If you don't have a timestamp column to use for resuming, you can add one by generating new timestamps. It's important to attempt to evenly distribute these timestamps across your index

from datetime import datetime, time

for index_name in index_names:
    async with SearchIndexClient(endpoint=source_endpoint, credential=source_credential) as source_index_client, SearchClient(endpoint=source_endpoint, credential=source_credential, index_name=index_name) as source_client:
        now = datetime.now()
        start_of_day = datetime.combine(now.date(), time.min)
        end_of_day = datetime.combine(now.date(), time.max)

        await add_timestamp_to_index(source_index_client, source_client, index_name, timestamp_field_name, start_timestamp=start_of_day, end_timestamp=end_of_day)

完了すると、Sortable/Filterable なフィールドが追加されています。

AI Search フィールド追加

全件取得してみる

バックアップ&リストアすると無料枠の50MBを超えてしまうので、取得できるかだけ試してみます。 配布されている Notebook の一部を切り出して実行します。
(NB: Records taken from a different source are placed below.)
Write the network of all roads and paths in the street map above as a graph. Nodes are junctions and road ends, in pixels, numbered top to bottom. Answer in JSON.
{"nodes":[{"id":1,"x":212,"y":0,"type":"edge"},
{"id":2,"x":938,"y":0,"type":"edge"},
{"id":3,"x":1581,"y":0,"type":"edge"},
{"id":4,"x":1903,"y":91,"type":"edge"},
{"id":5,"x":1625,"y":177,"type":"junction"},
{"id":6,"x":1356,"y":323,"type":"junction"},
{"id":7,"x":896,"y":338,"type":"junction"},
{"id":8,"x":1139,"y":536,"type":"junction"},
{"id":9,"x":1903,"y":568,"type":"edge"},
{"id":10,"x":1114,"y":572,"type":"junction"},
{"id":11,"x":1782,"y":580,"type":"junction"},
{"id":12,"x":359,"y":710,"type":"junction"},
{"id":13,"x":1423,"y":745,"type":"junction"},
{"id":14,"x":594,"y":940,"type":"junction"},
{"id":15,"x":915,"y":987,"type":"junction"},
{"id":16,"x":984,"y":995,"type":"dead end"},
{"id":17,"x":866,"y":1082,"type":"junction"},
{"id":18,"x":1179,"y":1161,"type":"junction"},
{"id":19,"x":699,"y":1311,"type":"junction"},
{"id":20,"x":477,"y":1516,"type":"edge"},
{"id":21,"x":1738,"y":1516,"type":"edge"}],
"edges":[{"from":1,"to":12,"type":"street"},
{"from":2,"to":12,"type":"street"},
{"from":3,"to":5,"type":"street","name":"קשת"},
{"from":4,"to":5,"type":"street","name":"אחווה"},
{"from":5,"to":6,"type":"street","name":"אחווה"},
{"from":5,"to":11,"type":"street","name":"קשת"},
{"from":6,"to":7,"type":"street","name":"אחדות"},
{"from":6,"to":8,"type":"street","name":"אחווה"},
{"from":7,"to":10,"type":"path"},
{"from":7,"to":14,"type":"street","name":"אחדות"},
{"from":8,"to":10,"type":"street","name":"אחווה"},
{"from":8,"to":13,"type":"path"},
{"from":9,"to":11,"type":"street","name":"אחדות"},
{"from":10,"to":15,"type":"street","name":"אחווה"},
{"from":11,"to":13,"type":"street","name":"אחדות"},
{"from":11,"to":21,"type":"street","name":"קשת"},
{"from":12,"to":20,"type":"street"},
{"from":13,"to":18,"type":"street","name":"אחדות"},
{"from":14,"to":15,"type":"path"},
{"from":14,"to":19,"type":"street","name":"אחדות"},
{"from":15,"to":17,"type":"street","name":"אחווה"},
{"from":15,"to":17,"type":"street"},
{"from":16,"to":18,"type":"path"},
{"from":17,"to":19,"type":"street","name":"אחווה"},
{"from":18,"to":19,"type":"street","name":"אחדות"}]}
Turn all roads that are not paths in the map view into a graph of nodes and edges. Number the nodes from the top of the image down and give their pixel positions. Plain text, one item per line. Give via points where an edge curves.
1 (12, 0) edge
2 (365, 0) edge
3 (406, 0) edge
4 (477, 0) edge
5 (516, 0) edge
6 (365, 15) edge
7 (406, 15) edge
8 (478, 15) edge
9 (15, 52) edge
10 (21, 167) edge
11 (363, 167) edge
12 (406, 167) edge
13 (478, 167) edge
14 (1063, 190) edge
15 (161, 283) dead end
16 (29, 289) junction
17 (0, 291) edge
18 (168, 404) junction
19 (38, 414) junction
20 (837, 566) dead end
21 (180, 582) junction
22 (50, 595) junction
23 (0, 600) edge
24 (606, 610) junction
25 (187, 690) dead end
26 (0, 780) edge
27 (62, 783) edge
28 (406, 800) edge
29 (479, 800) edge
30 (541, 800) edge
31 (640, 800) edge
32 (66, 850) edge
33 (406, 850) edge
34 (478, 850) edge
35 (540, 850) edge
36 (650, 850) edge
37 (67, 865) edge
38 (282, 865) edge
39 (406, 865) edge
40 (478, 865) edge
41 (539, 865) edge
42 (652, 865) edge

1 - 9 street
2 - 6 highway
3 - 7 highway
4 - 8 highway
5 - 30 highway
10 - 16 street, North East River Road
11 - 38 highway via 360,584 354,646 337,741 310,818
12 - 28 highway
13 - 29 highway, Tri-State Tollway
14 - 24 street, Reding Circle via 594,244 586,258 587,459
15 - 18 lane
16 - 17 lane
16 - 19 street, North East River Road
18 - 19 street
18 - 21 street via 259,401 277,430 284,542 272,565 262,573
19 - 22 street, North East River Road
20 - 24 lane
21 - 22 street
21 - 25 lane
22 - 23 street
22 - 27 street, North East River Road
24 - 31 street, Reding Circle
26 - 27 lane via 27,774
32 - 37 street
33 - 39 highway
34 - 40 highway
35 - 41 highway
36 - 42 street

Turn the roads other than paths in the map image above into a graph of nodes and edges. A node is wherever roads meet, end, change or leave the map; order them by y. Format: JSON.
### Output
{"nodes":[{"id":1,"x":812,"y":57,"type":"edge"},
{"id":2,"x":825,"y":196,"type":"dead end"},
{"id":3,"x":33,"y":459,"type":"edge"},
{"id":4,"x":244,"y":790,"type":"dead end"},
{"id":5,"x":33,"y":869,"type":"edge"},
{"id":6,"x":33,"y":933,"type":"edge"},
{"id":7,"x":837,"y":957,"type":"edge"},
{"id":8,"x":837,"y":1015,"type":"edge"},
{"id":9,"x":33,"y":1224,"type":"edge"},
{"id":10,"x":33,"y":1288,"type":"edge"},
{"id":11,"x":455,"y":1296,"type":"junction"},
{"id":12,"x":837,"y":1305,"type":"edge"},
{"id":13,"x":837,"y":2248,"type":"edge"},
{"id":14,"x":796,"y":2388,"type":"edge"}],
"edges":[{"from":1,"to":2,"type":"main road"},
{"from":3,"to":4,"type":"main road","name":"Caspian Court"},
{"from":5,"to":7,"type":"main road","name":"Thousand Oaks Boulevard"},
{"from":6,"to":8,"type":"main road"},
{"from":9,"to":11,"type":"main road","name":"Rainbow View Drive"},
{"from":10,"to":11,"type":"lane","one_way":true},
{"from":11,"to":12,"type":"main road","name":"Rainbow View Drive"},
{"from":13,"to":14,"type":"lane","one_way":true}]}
from typing import AsyncGenerator, Optional
from azure.search.documents.indexes.aio import SearchIndexClient
from azure.search.documents.aio import SearchClient
from azure.search.documents.indexes.models import SearchIndex, SimpleField, SearchableField, SearchFieldDataType
from uuid import uuid4

# Resume fetching search results from a source index for backup.
# May have timestamp bounds if resuming from a previous backup job or using parallel backup jobs
async def resume_backup_results(client: SearchClient, timestamp_field_name: str, timestamp: Optional[str], select=None) -> AsyncGenerator[list[dict], None]:
    # Create a session when paging through results to ensure consistency in multi-replica services
    # For more information, please see https://learn.microsoft.com/azure/search/index-similarity-and-scoring#scoring-statistics-and-sticky-sessions
    session_id = str(uuid4())
    # The maximum number of results from a single search query is 100,000. This can be exceeded by using sorting and filtering
    # For more information, please see https://learn.microsoft.com/azure/search/search-pagination-page-layout#paging-through-a-large-number-of-results
    max_results_size = 100000
    get_next_results = True
    while get_next_results:
        total_results_size = 0
        filter = None
        if timestamp:
            # If using a single timestamp, find all records greater or equal than it
            filter = f"{timestamp_field_name} ge {timestamp}"
        results = await client.search(
            search_text="*",
            order_by=f"{timestamp_field_name} asc",
            top=max_results_size,
            filter=filter,
            session_id=session_id,
            select=select
        )
        results_by_page = results.by_page()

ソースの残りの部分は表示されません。